I think it is okay for EM, Surgery, and anesthesia do have to do only one year critical care fellowships--especially since all 3 are very procedure heavy. For most IM docs, however, procedures are few and far in between, even during residency.
 
One thing being ignored by those arguing against BMW19's thesis (practicing hospitalists should be able to do a 1yr CCM fellowship if they have X # of years in practice) is that the CCM (no pulm) fellowships I know of are essentially 1 clinical year and a year of "research." The program at our hospital has 10 mos of units (MICU, SICU, Neuro ICU) the first year and then a 1 month selective (another month in one of those places, the Trauma ICU or the ED) in the 2nd year. So the clinical portion can be completed in 1 year.
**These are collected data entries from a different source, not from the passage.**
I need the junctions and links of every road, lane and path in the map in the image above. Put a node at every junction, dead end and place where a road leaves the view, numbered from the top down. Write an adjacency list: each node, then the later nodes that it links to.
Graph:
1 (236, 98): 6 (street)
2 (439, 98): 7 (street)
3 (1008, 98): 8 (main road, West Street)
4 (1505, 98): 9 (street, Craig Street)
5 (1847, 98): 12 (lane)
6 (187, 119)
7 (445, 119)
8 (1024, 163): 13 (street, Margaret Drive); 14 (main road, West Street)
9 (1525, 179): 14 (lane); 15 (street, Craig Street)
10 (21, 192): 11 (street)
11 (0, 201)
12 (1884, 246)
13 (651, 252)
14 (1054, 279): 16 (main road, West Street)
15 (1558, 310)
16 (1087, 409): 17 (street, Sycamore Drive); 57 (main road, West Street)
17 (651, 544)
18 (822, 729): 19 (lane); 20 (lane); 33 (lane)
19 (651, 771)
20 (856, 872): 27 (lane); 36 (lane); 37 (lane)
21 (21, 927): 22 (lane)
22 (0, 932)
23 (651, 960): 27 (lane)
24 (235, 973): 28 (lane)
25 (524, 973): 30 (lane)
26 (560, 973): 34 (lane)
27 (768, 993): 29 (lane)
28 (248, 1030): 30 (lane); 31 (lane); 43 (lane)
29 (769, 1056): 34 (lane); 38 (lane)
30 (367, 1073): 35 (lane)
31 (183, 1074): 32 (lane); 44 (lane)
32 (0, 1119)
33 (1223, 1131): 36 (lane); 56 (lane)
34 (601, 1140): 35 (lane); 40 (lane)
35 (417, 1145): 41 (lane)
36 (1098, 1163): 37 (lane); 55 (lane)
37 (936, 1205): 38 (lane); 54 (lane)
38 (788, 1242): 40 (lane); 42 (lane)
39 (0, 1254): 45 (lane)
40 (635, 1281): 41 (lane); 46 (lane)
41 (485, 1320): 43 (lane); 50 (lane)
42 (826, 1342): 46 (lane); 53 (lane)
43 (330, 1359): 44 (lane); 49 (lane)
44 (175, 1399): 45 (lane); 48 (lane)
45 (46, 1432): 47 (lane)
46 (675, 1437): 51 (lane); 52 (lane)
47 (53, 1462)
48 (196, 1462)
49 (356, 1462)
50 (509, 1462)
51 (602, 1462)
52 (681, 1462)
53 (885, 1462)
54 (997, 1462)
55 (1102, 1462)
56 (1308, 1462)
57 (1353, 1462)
How truly useful the 2nd year of research is for people planning to be out in the community is up for debate but one could certainly get the meat of the training done in 1 year.

Now...I happen to disagree w/ BMW19's thesis (and am planning an academic research career) but I thought I should point out that "only 1 year of training isn't enough" is somewhat disingenuous since basically everyone gets 1 year of training, even in a 2 year program.

To BMW19: If you want to do CCM after being a hospitalist, go nuts and just moonlight back at your old hospitalist gig (or elseewhere) during your 2nd "research" year to make up your lost income.
 
Is there a list of programs that offer one year critical care fellowships after an IM subspecialty? Just searching on the Internet I came across Baylor, Stanford, and the University of Washington, but it seems that there are not many or maybe only known to the local people. Do individuals in general just try to add on a year where they are already doing fellowship?
 
Is there a list of programs that offer one year critical care fellowships after an IM subspecialty? Just searching on the Internet I came across Baylor, Stanford, and the University of Washington, but it seems that there are not many or maybe only known to the local people. Do individuals in general just try to add on a year where they are already doing fellowship?

I think most people just stay put but pretty much any program that has a CCM only track would be happy to have another warm body, assuming they have the funding.